2. Identification des contenus contraires aux chartes internationales via des algorithmes qui sont déjà existants et qui peuvent simplement être affinés, en référence notamment à la déclaration du 20 novembre 1963 et aux travaux de la Conférence mondiale de la lutte contre le racisme et la discrimination raciale de l’ONU.

3. Placement en quarantaine d’un contenu identifié comme étant en contradiction avec ces textes. Ce placement en quarantaine ne supprimant pas le contenu mais interdisant sa diffusion et sa recopie.

4. Transmission dans la journée dudit contenu au Comité d’éthique de la diffusion numérique qui devra se prononcer dans un délai préfixe sur la compatibilité du contenu avec les textes précités de l’ONU et de la législation française.

5. Notification par le Comité de sa décision à l’auteur du contenu et à l’opérateur, ladite décision étant exécutoire de plein droit.

6. Si le Comité estime qu’il y a non-conformité totale ou partielle, il ne s’agirait pas alors d’une décision de suppression, dont la mise en œuvre est déjà régie par les lois en vigueur, mais bien d’une décision d’interdiction de reproduction et de diffusion du contenu.

7. La décision est bien évidemment susceptible d’un recours devant les juridictions compétentes, en fonction de la nature juridique de ce Comité d’éthique à créer.

Le concept a donc pour but que d’empêcher la diffusion massive d’un contenu sans être liberticide, dans la mesure où cette limitation est toujours soumise au contrôle du Juge et que son seul effet, en cas de contenu licite, est d’en retarder simplement la diffusion.

Par ailleurs le fait d’inscrire la diffusion de contenus dans une temporalité maîtrisée, permettrait peut-être de régler certaines situations pouvant résulter de l’incompréhension ou de la méconnaissance des textes en vigueur.

Redonner le temps de la réflexion peut alors permettre d’éviter le pire car, lorsqu’un contenu est devenu viral il n’y a plus de droit de repentance pour son auteur, même s’il prend conscience des conséquences d’une démarche initiale qu’il n’avait pas forcément maîtrisée.

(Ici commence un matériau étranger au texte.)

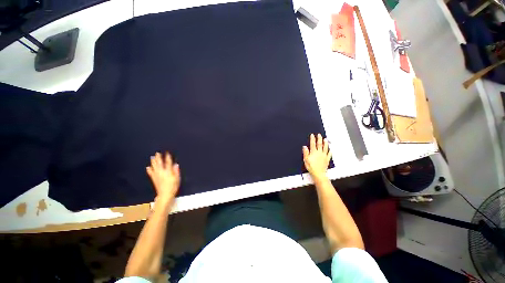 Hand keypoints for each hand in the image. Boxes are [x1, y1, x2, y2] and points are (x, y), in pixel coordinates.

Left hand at [146, 152, 180, 205]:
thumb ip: (176, 171)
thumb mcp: (177, 178)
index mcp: (168, 171)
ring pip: (154, 167)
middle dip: (158, 158)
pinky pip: (150, 173)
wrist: (165, 194)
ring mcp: (156, 175)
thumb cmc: (173, 186)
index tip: (167, 153)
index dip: (167, 157)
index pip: (168, 162)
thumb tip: (176, 164)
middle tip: (157, 153)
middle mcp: (161, 172)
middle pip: (159, 163)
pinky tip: (148, 167)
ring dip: (153, 162)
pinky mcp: (154, 178)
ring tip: (152, 157)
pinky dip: (149, 169)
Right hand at [302, 133, 331, 180]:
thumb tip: (305, 147)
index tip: (312, 135)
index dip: (312, 139)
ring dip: (325, 143)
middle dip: (319, 139)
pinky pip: (329, 154)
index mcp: (313, 152)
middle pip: (319, 144)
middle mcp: (319, 153)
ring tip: (325, 139)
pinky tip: (330, 149)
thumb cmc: (311, 167)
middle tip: (319, 135)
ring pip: (325, 148)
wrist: (318, 173)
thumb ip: (305, 152)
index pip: (313, 144)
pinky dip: (330, 151)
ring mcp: (324, 156)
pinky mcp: (327, 159)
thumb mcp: (305, 159)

Bien évidemment un tel dispositif présente des inconvénients et nécessite une définition fine et un encadrement rigoureux.

Mais il sera de toute façon nécessaire de résoudre l’équation à plusieurs inconnues que l’évolution du terrorisme et de ses moyens d’actions nous pose.

Telle est le sens de cette proposition émanant d’abord d’un citoyen du monde et ensuite d’un avocat inquiet, chaque fois que pour répondre à un fait on envisage de créer de nouvelles lois.

Patrick Roulette,
Avocat au Barreau de la Seine-Saint-Denis.